THE PROBLEM
Copy out every line of the data that follows, exactly.
═══ RECORD EXTRACTS ═══
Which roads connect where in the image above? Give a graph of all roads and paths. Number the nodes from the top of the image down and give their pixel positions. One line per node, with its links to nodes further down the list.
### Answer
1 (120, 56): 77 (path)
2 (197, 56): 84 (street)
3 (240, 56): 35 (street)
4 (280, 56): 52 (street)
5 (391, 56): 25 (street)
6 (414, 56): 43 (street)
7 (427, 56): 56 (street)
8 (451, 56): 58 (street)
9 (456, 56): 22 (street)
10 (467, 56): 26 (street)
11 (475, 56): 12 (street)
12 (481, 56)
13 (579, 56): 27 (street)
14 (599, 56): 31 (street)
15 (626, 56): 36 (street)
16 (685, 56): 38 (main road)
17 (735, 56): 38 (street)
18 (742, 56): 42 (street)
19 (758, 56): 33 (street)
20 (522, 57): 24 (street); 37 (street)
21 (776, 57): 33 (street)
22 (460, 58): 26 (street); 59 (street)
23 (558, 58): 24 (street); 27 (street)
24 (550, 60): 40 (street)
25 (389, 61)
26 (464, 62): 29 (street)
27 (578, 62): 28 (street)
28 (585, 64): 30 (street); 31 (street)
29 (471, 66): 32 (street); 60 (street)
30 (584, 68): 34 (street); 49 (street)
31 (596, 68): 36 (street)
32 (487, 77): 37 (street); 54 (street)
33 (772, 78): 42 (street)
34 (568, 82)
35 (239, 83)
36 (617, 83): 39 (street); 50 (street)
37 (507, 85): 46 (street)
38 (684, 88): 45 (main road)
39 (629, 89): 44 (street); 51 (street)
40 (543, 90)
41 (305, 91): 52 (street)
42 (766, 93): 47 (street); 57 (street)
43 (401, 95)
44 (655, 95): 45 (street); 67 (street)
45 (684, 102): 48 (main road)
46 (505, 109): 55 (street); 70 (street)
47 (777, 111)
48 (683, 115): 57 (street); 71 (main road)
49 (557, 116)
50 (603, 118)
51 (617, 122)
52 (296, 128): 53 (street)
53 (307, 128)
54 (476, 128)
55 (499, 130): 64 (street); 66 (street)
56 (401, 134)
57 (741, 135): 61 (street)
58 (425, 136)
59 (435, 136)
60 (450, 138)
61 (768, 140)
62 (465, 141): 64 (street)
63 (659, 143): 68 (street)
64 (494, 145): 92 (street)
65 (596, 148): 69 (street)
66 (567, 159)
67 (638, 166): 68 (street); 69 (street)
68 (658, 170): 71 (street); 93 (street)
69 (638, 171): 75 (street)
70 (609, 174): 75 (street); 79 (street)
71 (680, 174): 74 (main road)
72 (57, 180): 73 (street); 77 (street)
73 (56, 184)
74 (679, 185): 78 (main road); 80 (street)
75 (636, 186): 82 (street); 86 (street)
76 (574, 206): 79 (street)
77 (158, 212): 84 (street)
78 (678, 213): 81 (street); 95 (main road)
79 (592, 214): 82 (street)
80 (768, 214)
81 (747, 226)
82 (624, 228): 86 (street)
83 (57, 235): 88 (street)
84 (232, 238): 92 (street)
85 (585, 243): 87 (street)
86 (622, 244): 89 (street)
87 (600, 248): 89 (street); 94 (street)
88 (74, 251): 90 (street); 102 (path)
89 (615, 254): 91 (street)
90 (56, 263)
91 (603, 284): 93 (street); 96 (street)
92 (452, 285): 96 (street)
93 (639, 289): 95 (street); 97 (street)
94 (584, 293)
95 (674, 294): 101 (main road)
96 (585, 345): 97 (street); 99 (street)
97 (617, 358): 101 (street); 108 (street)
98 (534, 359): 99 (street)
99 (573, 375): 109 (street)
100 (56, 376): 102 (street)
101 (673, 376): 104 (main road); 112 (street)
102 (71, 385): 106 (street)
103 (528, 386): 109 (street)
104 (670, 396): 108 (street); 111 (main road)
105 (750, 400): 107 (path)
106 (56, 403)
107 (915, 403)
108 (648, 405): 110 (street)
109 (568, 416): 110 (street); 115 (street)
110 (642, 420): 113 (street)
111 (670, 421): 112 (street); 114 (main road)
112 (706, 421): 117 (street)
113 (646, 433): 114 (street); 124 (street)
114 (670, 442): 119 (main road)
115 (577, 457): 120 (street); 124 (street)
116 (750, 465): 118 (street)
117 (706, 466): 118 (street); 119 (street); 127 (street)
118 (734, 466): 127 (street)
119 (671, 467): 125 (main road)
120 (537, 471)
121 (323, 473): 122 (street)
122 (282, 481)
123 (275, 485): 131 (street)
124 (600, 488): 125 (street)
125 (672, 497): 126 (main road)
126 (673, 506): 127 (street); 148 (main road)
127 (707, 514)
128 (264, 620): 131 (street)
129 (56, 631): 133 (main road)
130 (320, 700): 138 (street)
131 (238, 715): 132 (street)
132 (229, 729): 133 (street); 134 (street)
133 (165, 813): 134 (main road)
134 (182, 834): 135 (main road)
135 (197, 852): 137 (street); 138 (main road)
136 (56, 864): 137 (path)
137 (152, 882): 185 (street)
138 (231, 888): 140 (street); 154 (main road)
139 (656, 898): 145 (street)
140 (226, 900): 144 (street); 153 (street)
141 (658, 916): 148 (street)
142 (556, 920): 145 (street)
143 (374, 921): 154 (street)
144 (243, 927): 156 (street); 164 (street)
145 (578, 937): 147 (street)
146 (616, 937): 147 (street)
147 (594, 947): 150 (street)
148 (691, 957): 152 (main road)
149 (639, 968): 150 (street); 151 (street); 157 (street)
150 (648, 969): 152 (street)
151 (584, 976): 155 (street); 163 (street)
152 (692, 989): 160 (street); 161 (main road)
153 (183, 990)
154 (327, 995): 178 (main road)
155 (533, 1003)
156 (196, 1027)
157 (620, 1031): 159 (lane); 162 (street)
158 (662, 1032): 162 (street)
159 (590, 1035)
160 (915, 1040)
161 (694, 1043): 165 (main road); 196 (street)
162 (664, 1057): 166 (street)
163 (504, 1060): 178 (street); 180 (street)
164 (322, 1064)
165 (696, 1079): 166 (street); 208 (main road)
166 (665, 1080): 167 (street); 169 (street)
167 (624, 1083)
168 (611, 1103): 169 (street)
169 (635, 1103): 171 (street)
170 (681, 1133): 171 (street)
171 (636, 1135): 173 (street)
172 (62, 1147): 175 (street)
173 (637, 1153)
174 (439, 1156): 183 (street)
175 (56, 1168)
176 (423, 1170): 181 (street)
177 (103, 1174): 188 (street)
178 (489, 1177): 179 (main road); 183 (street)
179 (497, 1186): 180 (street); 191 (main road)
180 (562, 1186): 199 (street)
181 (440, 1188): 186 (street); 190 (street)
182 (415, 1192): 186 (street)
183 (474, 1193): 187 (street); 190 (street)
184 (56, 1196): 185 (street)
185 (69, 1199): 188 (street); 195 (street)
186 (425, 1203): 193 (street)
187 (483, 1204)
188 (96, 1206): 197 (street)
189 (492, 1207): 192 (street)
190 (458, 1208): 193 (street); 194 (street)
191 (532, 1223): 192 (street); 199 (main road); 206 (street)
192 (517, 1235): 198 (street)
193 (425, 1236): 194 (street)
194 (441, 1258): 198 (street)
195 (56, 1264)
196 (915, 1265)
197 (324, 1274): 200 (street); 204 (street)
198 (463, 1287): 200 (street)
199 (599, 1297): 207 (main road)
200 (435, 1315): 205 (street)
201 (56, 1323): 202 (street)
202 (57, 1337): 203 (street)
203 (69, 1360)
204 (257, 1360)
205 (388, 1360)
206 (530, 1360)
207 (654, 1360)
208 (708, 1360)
═══
TASK RESPONSE
Which roads connect where in the image above? Give a graph of all roads and paths. Number the nodes from the top of the image down and give their pixel positions. One line per node, with its links to nodes further down the list.
### Answer
1 (120, 56): 77 (path)
2 (197, 56): 84 (street)
3 (240, 56): 35 (street)
4 (280, 56): 52 (street)
5 (391, 56): 25 (street)
6 (414, 56): 43 (street)
7 (427, 56): 56 (street)
8 (451, 56): 58 (street)
9 (456, 56): 22 (street)
10 (467, 56): 26 (street)
11 (475, 56): 12 (street)
12 (481, 56)
13 (579, 56): 27 (street)
14 (599, 56): 31 (street)
15 (626, 56): 36 (street)
16 (685, 56): 38 (main road)
17 (735, 56): 38 (street)
18 (742, 56): 42 (street)
19 (758, 56): 33 (street)
20 (522, 57): 24 (street); 37 (street)
21 (776, 57): 33 (street)
22 (460, 58): 26 (street); 59 (street)
23 (558, 58): 24 (street); 27 (street)
24 (550, 60): 40 (street)
25 (389, 61)
26 (464, 62): 29 (street)
27 (578, 62): 28 (street)
28 (585, 64): 30 (street); 31 (street)
29 (471, 66): 32 (street); 60 (street)
30 (584, 68): 34 (street); 49 (street)
31 (596, 68): 36 (street)
32 (487, 77): 37 (street); 54 (street)
33 (772, 78): 42 (street)
34 (568, 82)
35 (239, 83)
36 (617, 83): 39 (street); 50 (street)
37 (507, 85): 46 (street)
38 (684, 88): 45 (main road)
39 (629, 89): 44 (street); 51 (street)
40 (543, 90)
41 (305, 91): 52 (street)
42 (766, 93): 47 (street); 57 (street)
43 (401, 95)
44 (655, 95): 45 (street); 67 (street)
45 (684, 102): 48 (main road)
46 (505, 109): 55 (street); 70 (street)
47 (777, 111)
48 (683, 115): 57 (street); 71 (main road)
49 (557, 116)
50 (603, 118)
51 (617, 122)
52 (296, 128): 53 (street)
53 (307, 128)
54 (476, 128)
55 (499, 130): 64 (street); 66 (street)
56 (401, 134)
57 (741, 135): 61 (street)
58 (425, 136)
59 (435, 136)
60 (450, 138)
61 (768, 140)
62 (465, 141): 64 (street)
63 (659, 143): 68 (street)
64 (494, 145): 92 (street)
65 (596, 148): 69 (street)
66 (567, 159)
67 (638, 166): 68 (street); 69 (street)
68 (658, 170): 71 (street); 93 (street)
69 (638, 171): 75 (street)
70 (609, 174): 75 (street); 79 (street)
71 (680, 174): 74 (main road)
72 (57, 180): 73 (street); 77 (street)
73 (56, 184)
74 (679, 185): 78 (main road); 80 (street)
75 (636, 186): 82 (street); 86 (street)
76 (574, 206): 79 (street)
77 (158, 212): 84 (street)
78 (678, 213): 81 (street); 95 (main road)
79 (592, 214): 82 (street)
80 (768, 214)
81 (747, 226)
82 (624, 228): 86 (street)
83 (57, 235): 88 (street)
84 (232, 238): 92 (street)
85 (585, 243): 87 (street)
86 (622, 244): 89 (street)
87 (600, 248): 89 (street); 94 (street)
88 (74, 251): 90 (street); 102 (path)
89 (615, 254): 91 (street)
90 (56, 263)
91 (603, 284): 93 (street); 96 (street)
92 (452, 285): 96 (street)
93 (639, 289): 95 (street); 97 (street)
94 (584, 293)
95 (674, 294): 101 (main road)
96 (585, 345): 97 (street); 99 (street)
97 (617, 358): 101 (street); 108 (street)
98 (534, 359): 99 (street)
99 (573, 375): 109 (street)
100 (56, 376): 102 (street)
101 (673, 376): 104 (main road); 112 (street)
102 (71, 385): 106 (street)
103 (528, 386): 109 (street)
104 (670, 396): 108 (street); 111 (main road)
105 (750, 400): 107 (path)
106 (56, 403)
107 (915, 403)
108 (648, 405): 110 (street)
109 (568, 416): 110 (street); 115 (street)
110 (642, 420): 113 (street)
111 (670, 421): 112 (street); 114 (main road)
112 (706, 421): 117 (street)
113 (646, 433): 114 (street); 124 (street)
114 (670, 442): 119 (main road)
115 (577, 457): 120 (street); 124 (street)
116 (750, 465): 118 (street)
117 (706, 466): 118 (street); 119 (street); 127 (street)
118 (734, 466): 127 (street)
119 (671, 467): 125 (main road)
120 (537, 471)
121 (323, 473): 122 (street)
122 (282, 481)
123 (275, 485): 131 (street)
124 (600, 488): 125 (street)
125 (672, 497): 126 (main road)
126 (673, 506): 127 (street); 148 (main road)
127 (707, 514)
128 (264, 620): 131 (street)
129 (56, 631): 133 (main road)
130 (320, 700): 138 (street)
131 (238, 715): 132 (street)
132 (229, 729): 133 (street); 134 (street)
133 (165, 813): 134 (main road)
134 (182, 834): 135 (main road)
135 (197, 852): 137 (street); 138 (main road)
136 (56, 864): 137 (path)
137 (152, 882): 185 (street)
138 (231, 888): 140 (street); 154 (main road)
139 (656, 898): 145 (street)
140 (226, 900): 144 (street); 153 (street)
141 (658, 916): 148 (street)
142 (556, 920): 145 (street)
143 (374, 921): 154 (street)
144 (243, 927): 156 (street); 164 (street)
145 (578, 937): 147 (street)
146 (616, 937): 147 (street)
147 (594, 947): 150 (street)
148 (691, 957): 152 (main road)
149 (639, 968): 150 (street); 151 (street); 157 (street)
150 (648, 969): 152 (street)
151 (584, 976): 155 (street); 163 (street)
152 (692, 989): 160 (street); 161 (main road)
153 (183, 990)
154 (327, 995): 178 (main road)
155 (533, 1003)
156 (196, 1027)
157 (620, 1031): 159 (lane); 162 (street)
158 (662, 1032): 162 (street)
159 (590, 1035)
160 (915, 1040)
161 (694, 1043): 165 (main road); 196 (street)
162 (664, 1057): 166 (street)
163 (504, 1060): 178 (street); 180 (street)
164 (322, 1064)
165 (696, 1079): 166 (street); 208 (main road)
166 (665, 1080): 167 (street); 169 (street)
167 (624, 1083)
168 (611, 1103): 169 (street)
169 (635, 1103): 171 (street)
170 (681, 1133): 171 (street)
171 (636, 1135): 173 (street)
172 (62, 1147): 175 (street)
173 (637, 1153)
174 (439, 1156): 183 (street)
175 (56, 1168)
176 (423, 1170): 181 (street)
177 (103, 1174): 188 (street)
178 (489, 1177): 179 (main road); 183 (street)
179 (497, 1186): 180 (street); 191 (main road)
180 (562, 1186): 199 (street)
181 (440, 1188): 186 (street); 190 (street)
182 (415, 1192): 186 (street)
183 (474, 1193): 187 (street); 190 (street)
184 (56, 1196): 185 (street)
185 (69, 1199): 188 (street); 195 (street)
186 (425, 1203): 193 (street)
187 (483, 1204)
188 (96, 1206): 197 (street)
189 (492, 1207): 192 (street)
190 (458, 1208): 193 (street); 194 (street)
191 (532, 1223): 192 (street); 199 (main road); 206 (street)
192 (517, 1235): 198 (street)
193 (425, 1236): 194 (street)
194 (441, 1258): 198 (street)
195 (56, 1264)
196 (915, 1265)
197 (324, 1274): 200 (street); 204 (street)
198 (463, 1287): 200 (street)
199 (599, 1297): 207 (main road)
200 (435, 1315): 205 (street)
201 (56, 1323): 202 (street)
202 (57, 1337): 203 (street)
203 (69, 1360)
204 (257, 1360)
205 (388, 1360)
206 (530, 1360)
207 (654, 1360)
208 (708, 1360)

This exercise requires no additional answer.